Goodbye Earth (2025)
Starring: Ahn Eun-jin, Yoo Ah-in, Jeon Sung-woo, Kim Yoon-hye
Platform: Netflix
Douban Rating: 8.3

Plot Summary:
Humanity is given 200 days to live after a massive asteroid is confirmed to collide with Earth. As panic and lawlessness spread, Jin Se-kyung (Ahn Eun-jin), a middle school teacher in the small city of Woongcheon, decides to stay behind and care for her students and community.
At her side is her longtime love Ha Yoon-sang (Yoo Ah-in), a researcher who returns from abroad, caught between duty to humanity and his desire to spend his final days with Se-kyung.

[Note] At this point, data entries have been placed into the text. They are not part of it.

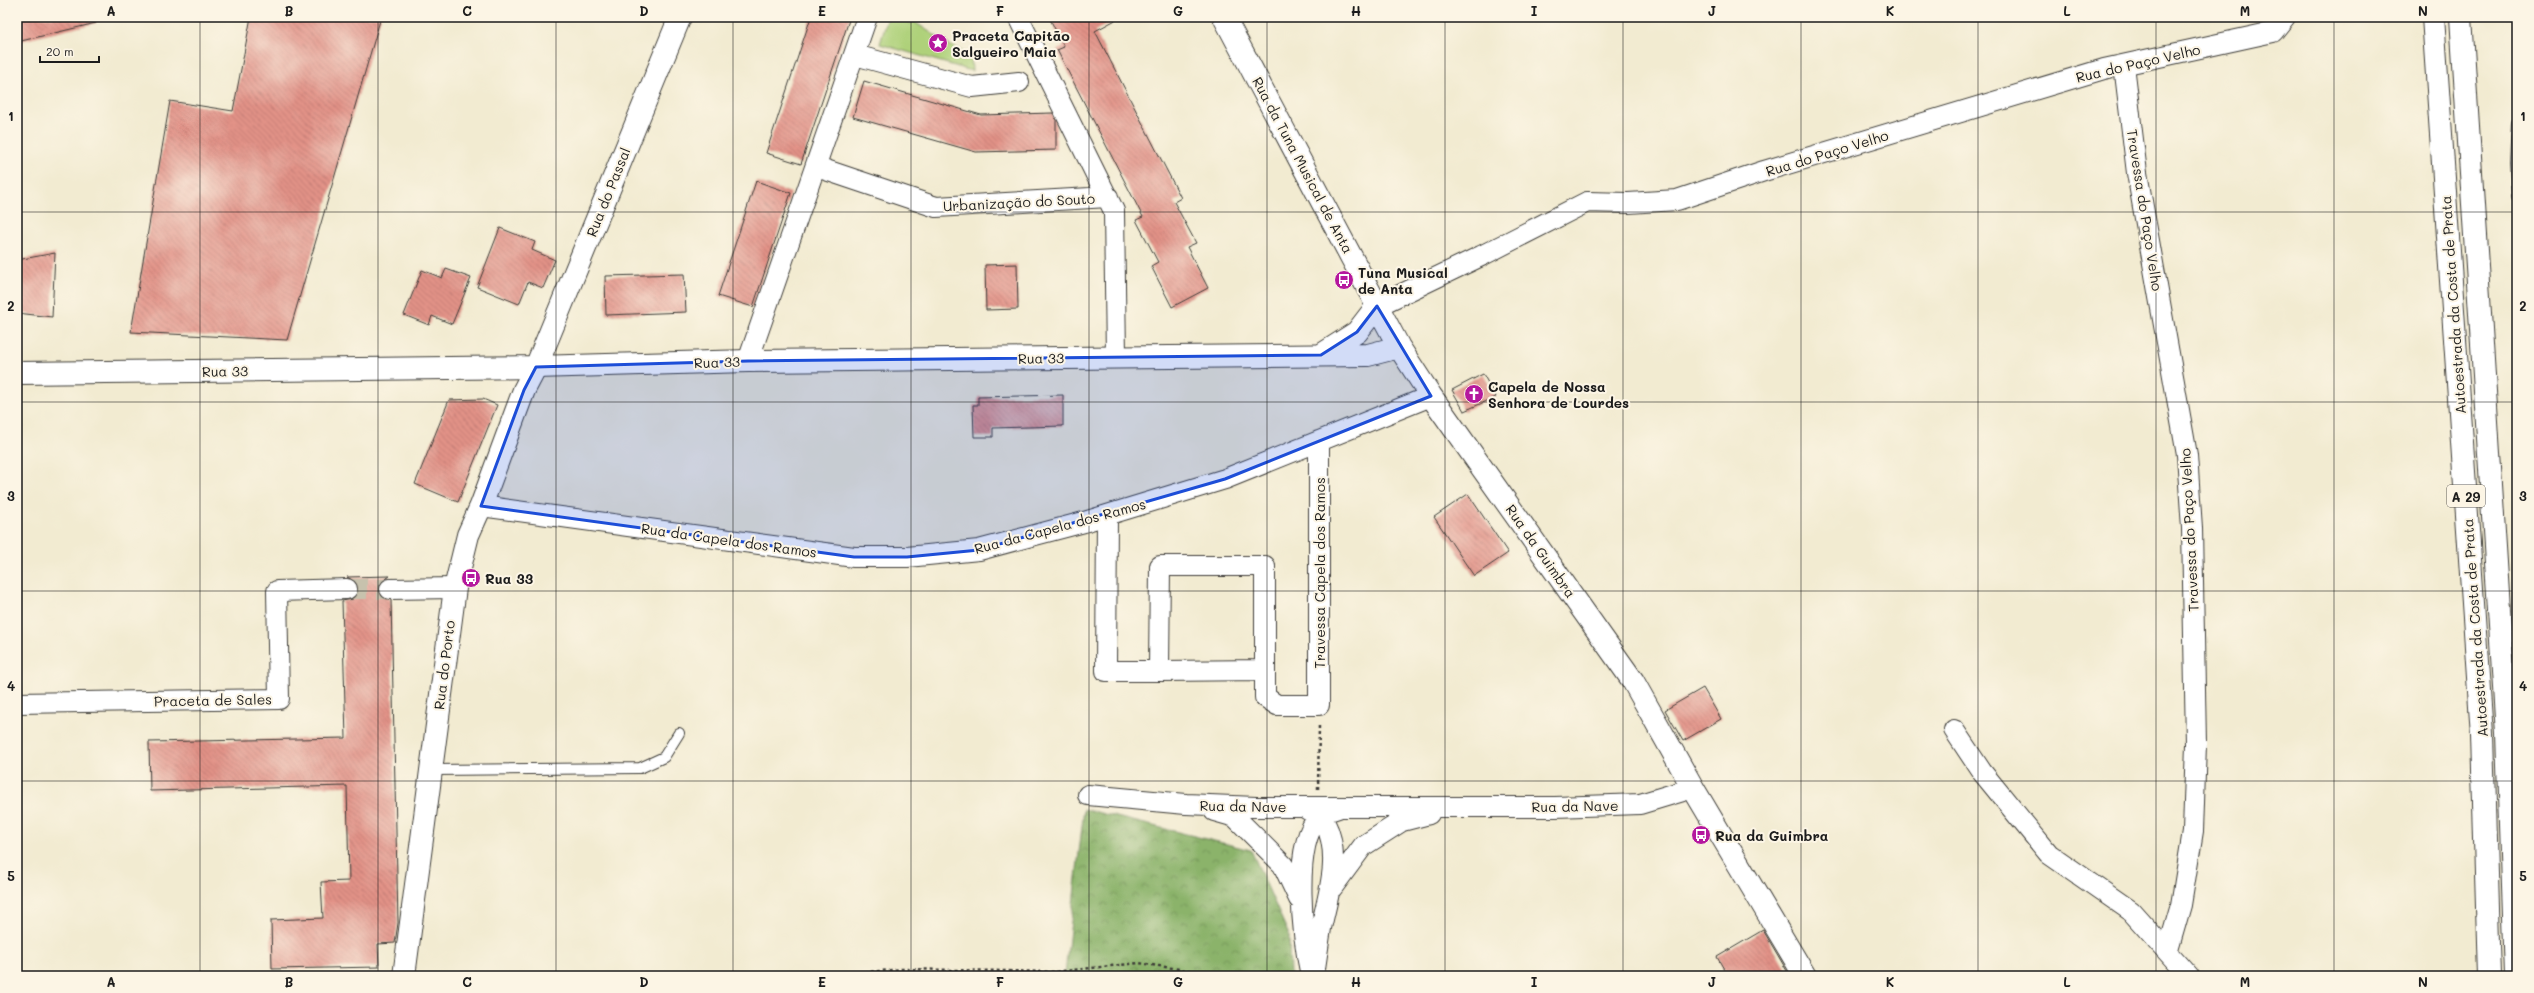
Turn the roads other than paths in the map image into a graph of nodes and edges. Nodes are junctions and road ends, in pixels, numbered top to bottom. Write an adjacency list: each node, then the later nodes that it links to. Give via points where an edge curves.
1 (680, 17): 20 (main road, Rua do Passal)
2 (867, 17): 8 (street)
3 (1018, 17): 14 (street, Urbanização do Souto)
4 (1224, 17): 15 (main road, Rua da Tuna Musical de Anta)
5 (2285, 17): 9 (street, Rua do Paço Velho, via 2273,32)
6 (2433, 17): 47 (main road, Autoestrada da Costa de Prata / A 29, via 2482,735)
7 (2461, 17): 48 (main road, Autoestrada da Costa de Prata / A 29, via 2507,734)
8 (855, 55): 10 (street, via 972,87); 12 (street)
9 (2124, 65): 15 (street, Rua do Paço Velho, via 1677,200 1587,202); 42 (street, Travessa do Paço Velho, via 2137,173 2187,455 2192,528 2196,744 2193,831 2181,905)
10 (1019, 82)
11 (2517, 123): 13 (lane)
12 (817, 167): 14 (street, Urbanização do Souto, via 936,207); 19 (street)
13 (2517, 196)
14 (1108, 197): 18 (street, Urbanização do Souto, via 1114,211)
15 (1377, 306): 16 (main road, Rua da Tuna Musical de Anta); 17 (main road, via 1357,332)
16 (1399, 347): 17 (main road, Rua 33, via 1368,355); 22 (main road, Rua da Tuna Musical de Anta)
17 (1321, 355): 18 (main road, Rua 33)
18 (1116, 357): 19 (main road, Rua 33)
19 (748, 361): 20 (main road, Rua 33)
20 (536, 367): 21 (main road, Rua 33); 24 (main road, Rua do Porto, via 524,390)
21 (17, 373)
22 (1431, 396): 23 (street, Rua da Capela dos Ramos); 35 (main road, Rua da Guimbra, via 1633,681)
23 (1320, 441): 25 (street, Rua da Capela dos Ramos, via 1225,478); 29 (street, Travessa Capela dos Ramos, via 1319,705 1277,705 1265,697)
24 (481, 506): 25 (street, Rua da Capela dos Ramos, via 854,557 908,557 979,550); 26 (main road, Rua do Porto, via 468,535)
25 (1107, 515): 30 (street, via 1106,671)
26 (455, 588): 27 (street); 34 (main road, Rua do Porto)
27 (390, 589)
28 (347, 590): 31 (street, Praceta de Sales, via 277,591 279,699)
29 (1265, 670): 30 (street); 30 (street, via 1265,566 1160,566)
30 (1159, 671)
31 (17, 703)
32 (1954, 730): 42 (street, via 1982,772 2049,854 2131,911)
33 (679, 733): 34 (lane, via 664,757 640,768)
34 (431, 770): 43 (main road, Rua do Porto)
35 (1693, 788): 38 (street, Rua da Nave, via 1640,804); 45 (main road, Rua da Guimbra)
36 (1088, 796): 37 (street, Rua da Nave)
37 (1186, 804): 39 (street, Rua da Nave); 41 (street, Rua da Nave, via 1235,817 1284,865 1297,894)
38 (1456, 807): 39 (street, Rua da Nave, via 1342,807); 40 (street, Rua da Nave, via 1402,821 1363,846)
39 (1313, 810): 40 (street, Rua da Nave, via 1325,822 1332,843); 41 (street, Rua da Nave, via 1302,870)
40 (1332, 888): 44 (street, Rua da Nave, via 1321,927)
41 (1304, 919): 44 (street, Rua da Nave, via 1306,951)
42 (2168, 950): 46 (street)
43 (404, 976)
44 (1312, 976)
45 (1805, 976)
46 (2189, 976)
47 (2489, 976)
48 (2515, 976)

Meanwhile, Woo Sung-jae (Jeon Sung-woo), a passionate priest, and Kang In-ah (Kim Yoon-hye), a military officer, try to hold society together even as it starts to fall apart.

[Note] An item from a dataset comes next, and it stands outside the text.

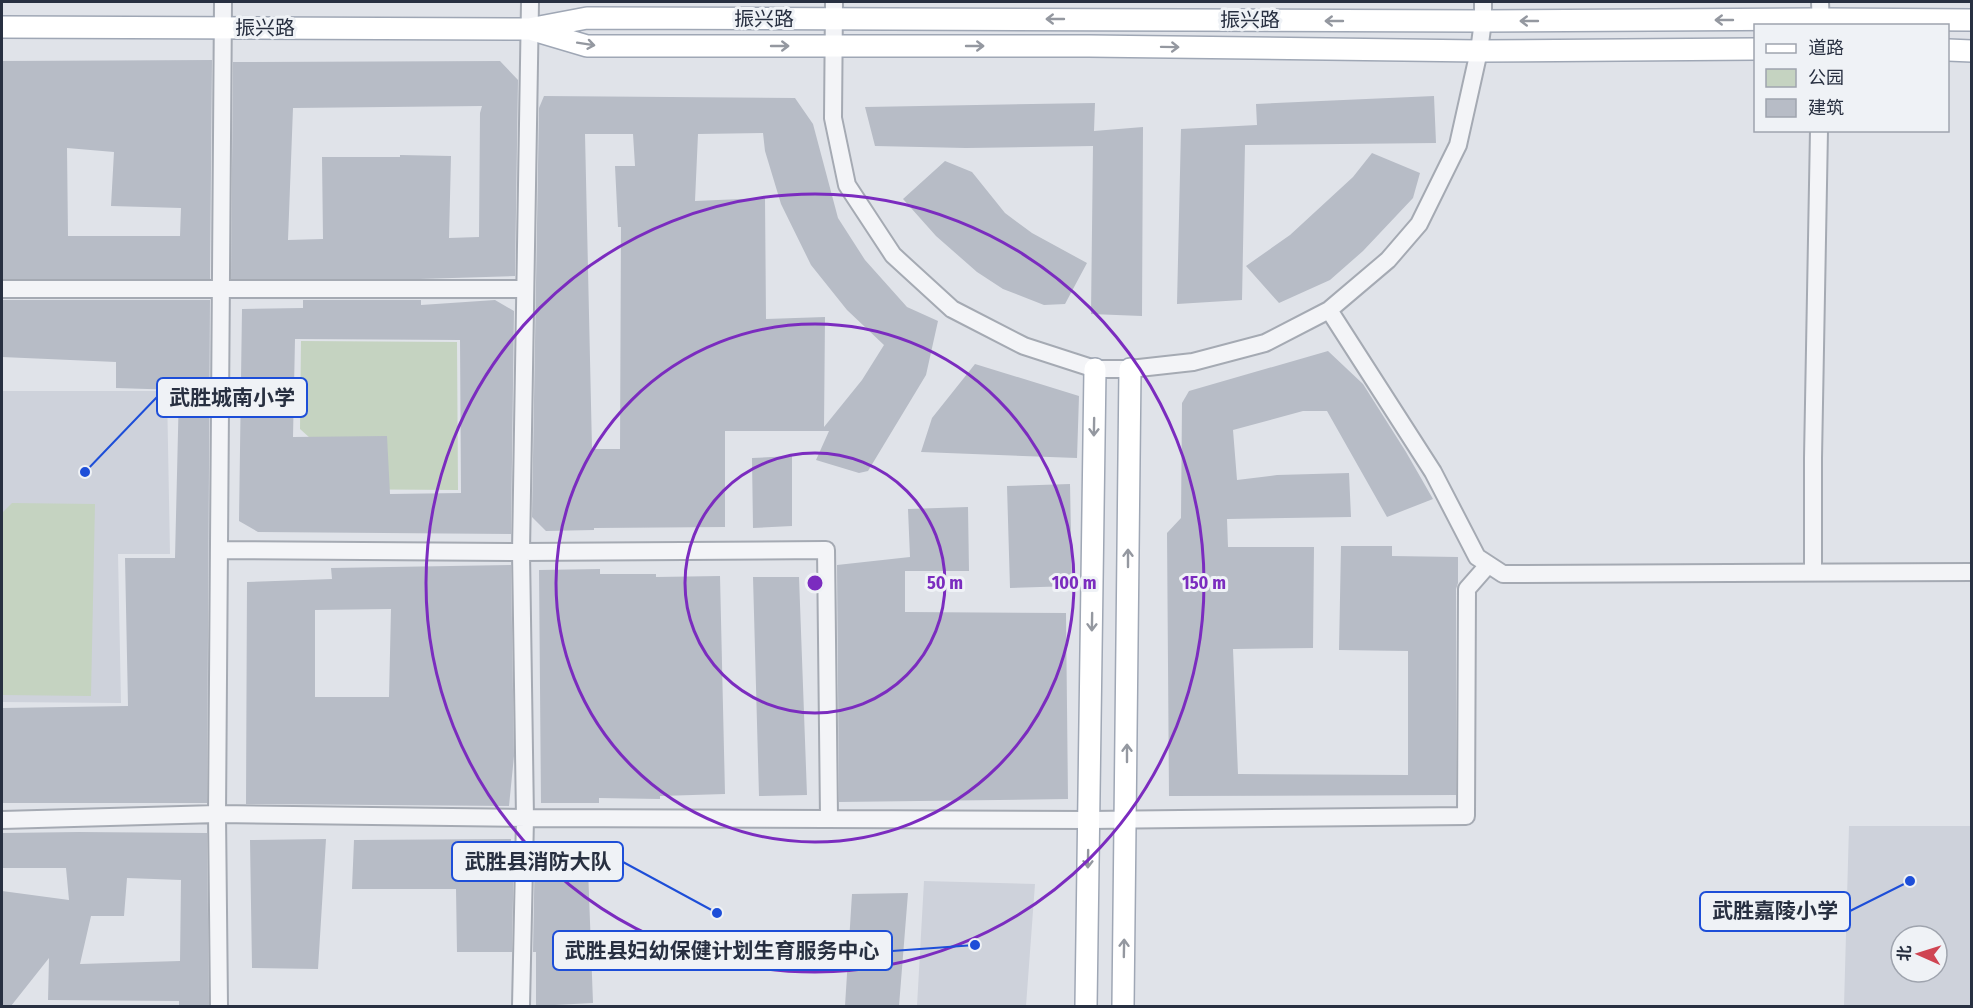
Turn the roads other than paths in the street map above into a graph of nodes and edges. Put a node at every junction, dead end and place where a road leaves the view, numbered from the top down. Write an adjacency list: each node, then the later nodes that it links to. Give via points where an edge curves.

Rather than focusing on blockbuster-style destruction, the drama slowly unravels how ordinary people—teachers, doctors, soldiers, children—face the inevitable, clinging to love, belief, and dignity in the final chapter of life.

Highlights:
- Ahn Eun-jin is heartbreakingly good as a woman who chooses to care when the world no longer does.
- Yoo Ah-in brings layered vulnerability and intensity to a man torn between hope and scientific resignation.

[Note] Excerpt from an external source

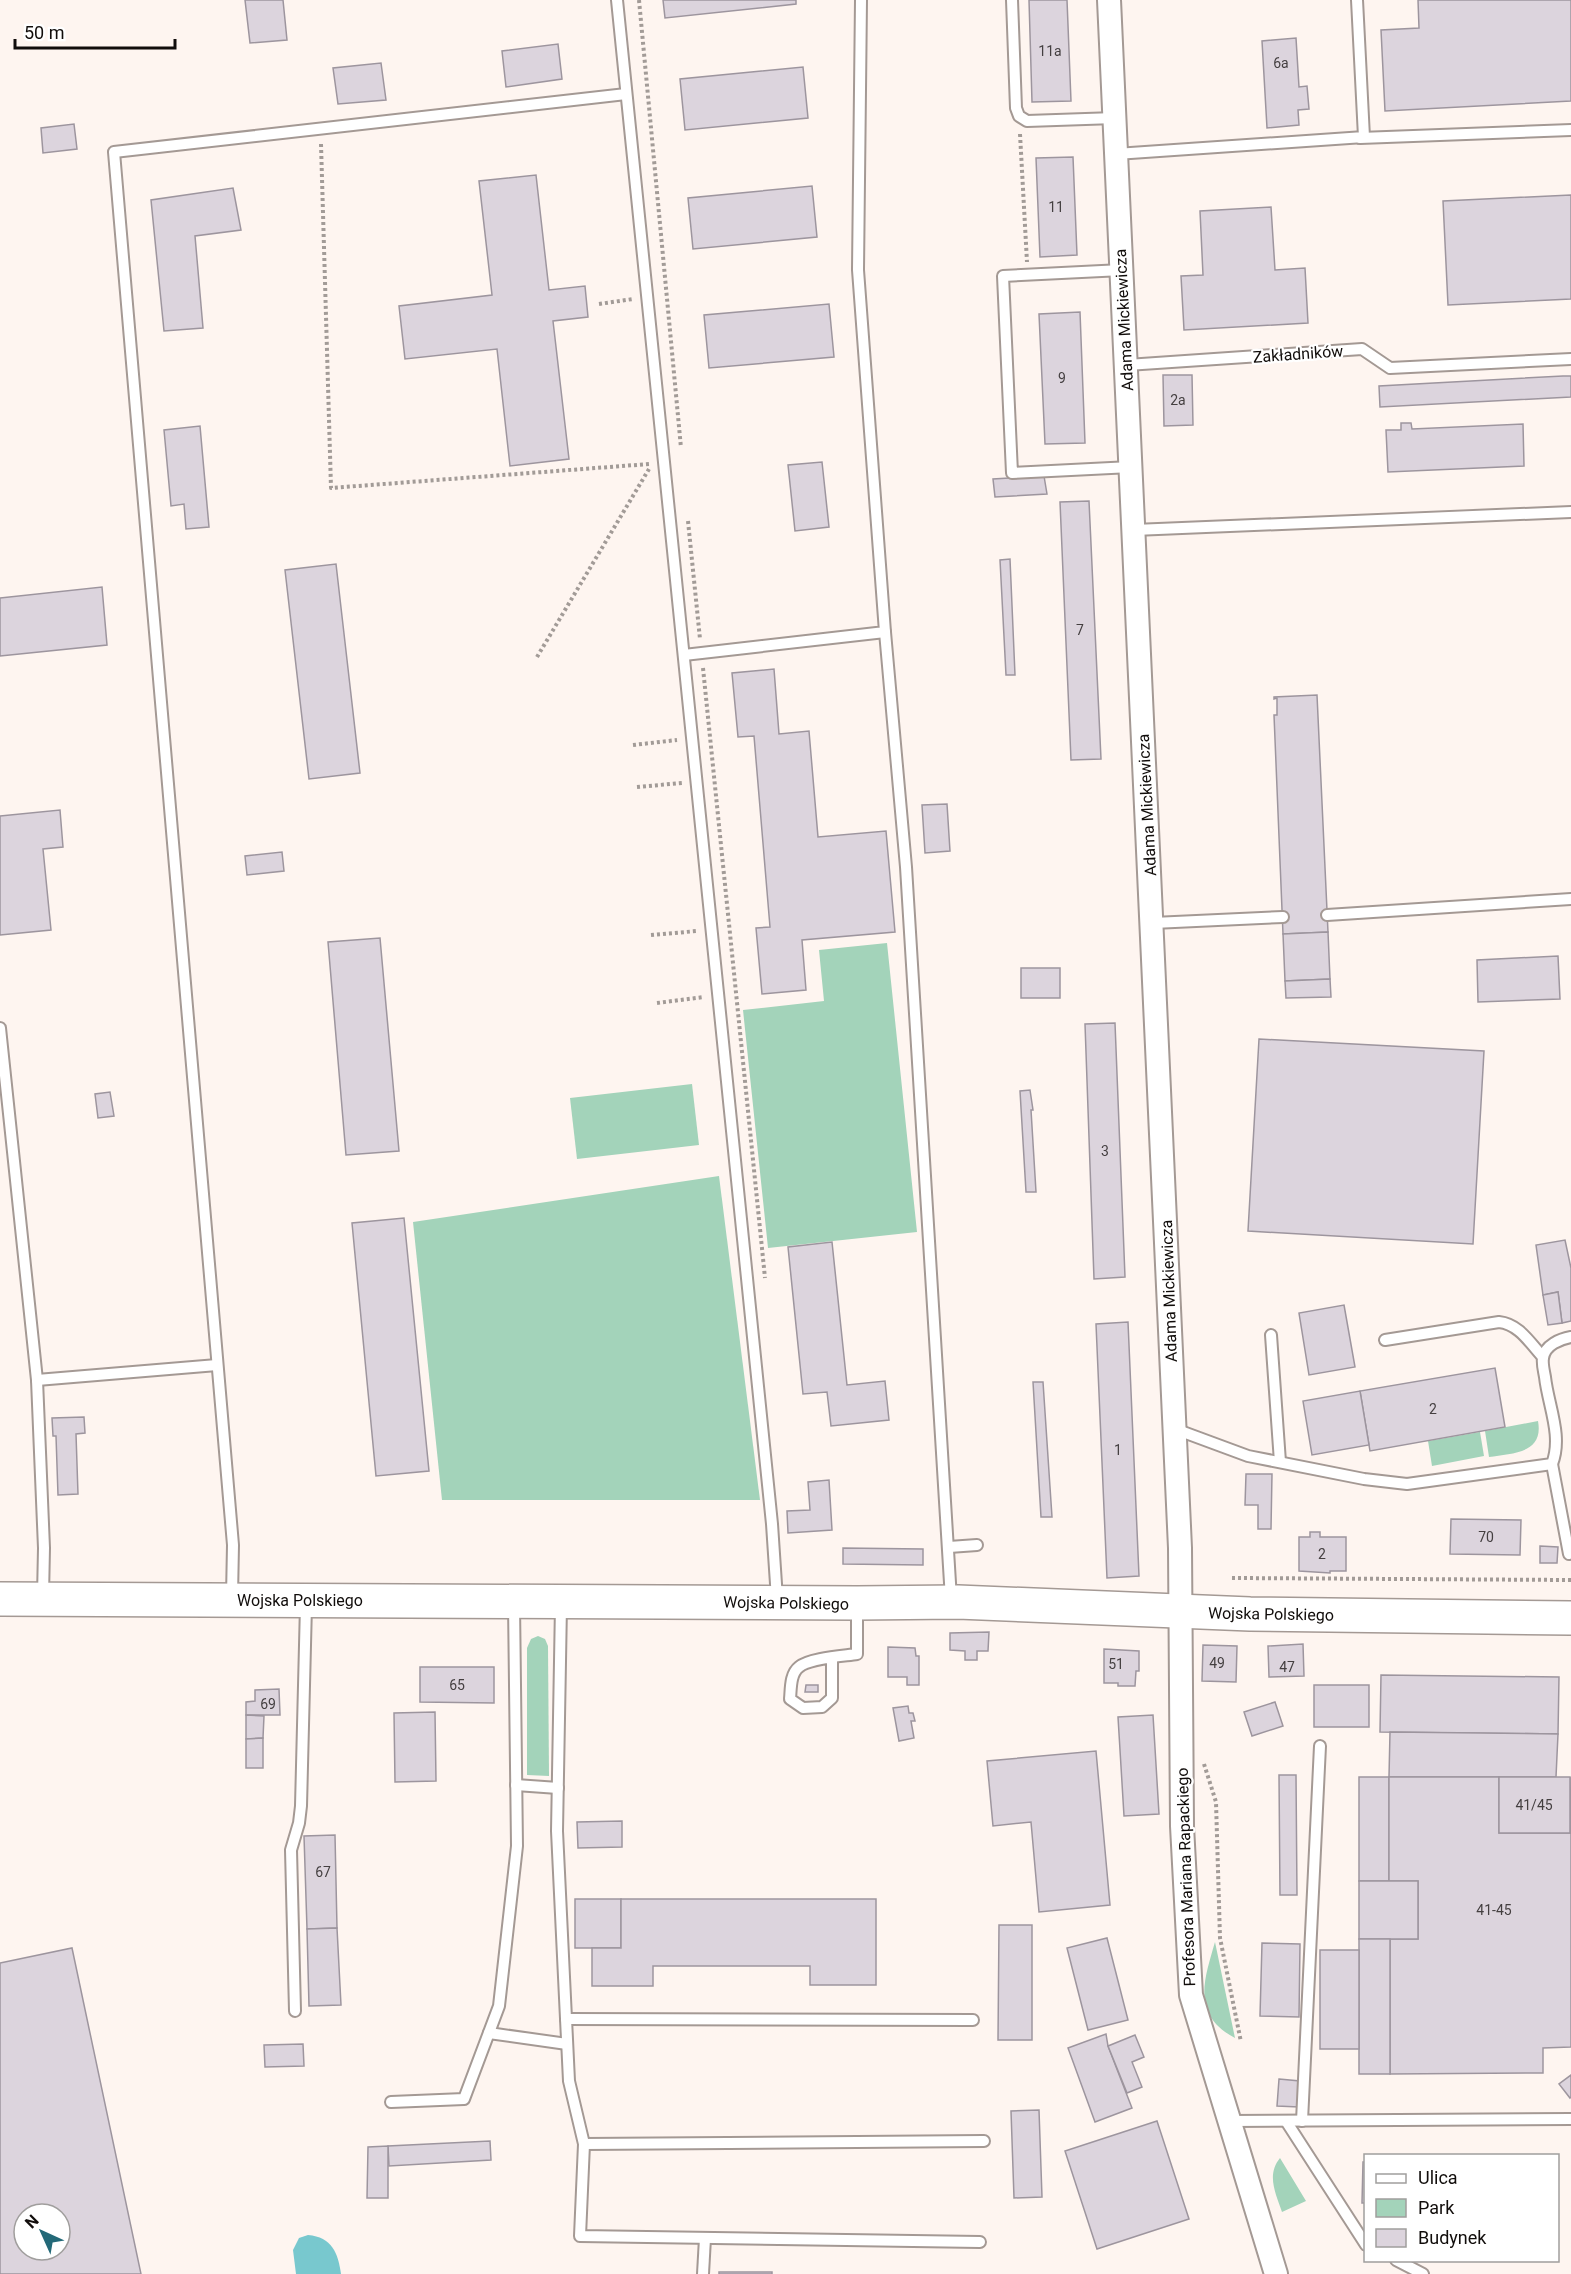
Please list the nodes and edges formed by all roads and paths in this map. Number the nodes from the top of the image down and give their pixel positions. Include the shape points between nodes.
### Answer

- The cinematography is haunting, with soft, washed-out tones and abandoned cityscapes conveying the loneliness of a dying world.
- Emotionally rich side stories—from old friendships to broken families—paint a full portrait of humanity’s last stand.

What Could Be Better:
- The pacing is deliberately slow and melancholic, which may not appeal to viewers expecting action-driven apocalypse drama.
- Some characters, while emotionally strong, lack resolution due to the overarching theme of unpredictability.

Verdict:
Goodbye Earth is a deeply human, quietly powerful story about facing the end with compassion, courage, and heartbreak. It avoids clichés and melodrama in favor of intimate storytelling that asks: When there’s nothing left to save, what is still worth holding onto?
Perfect for fans of The Silent Sea, My Mister, or Station Eleven, this drama doesn’t show the world exploding—but the people inside it learning how to say goodbye.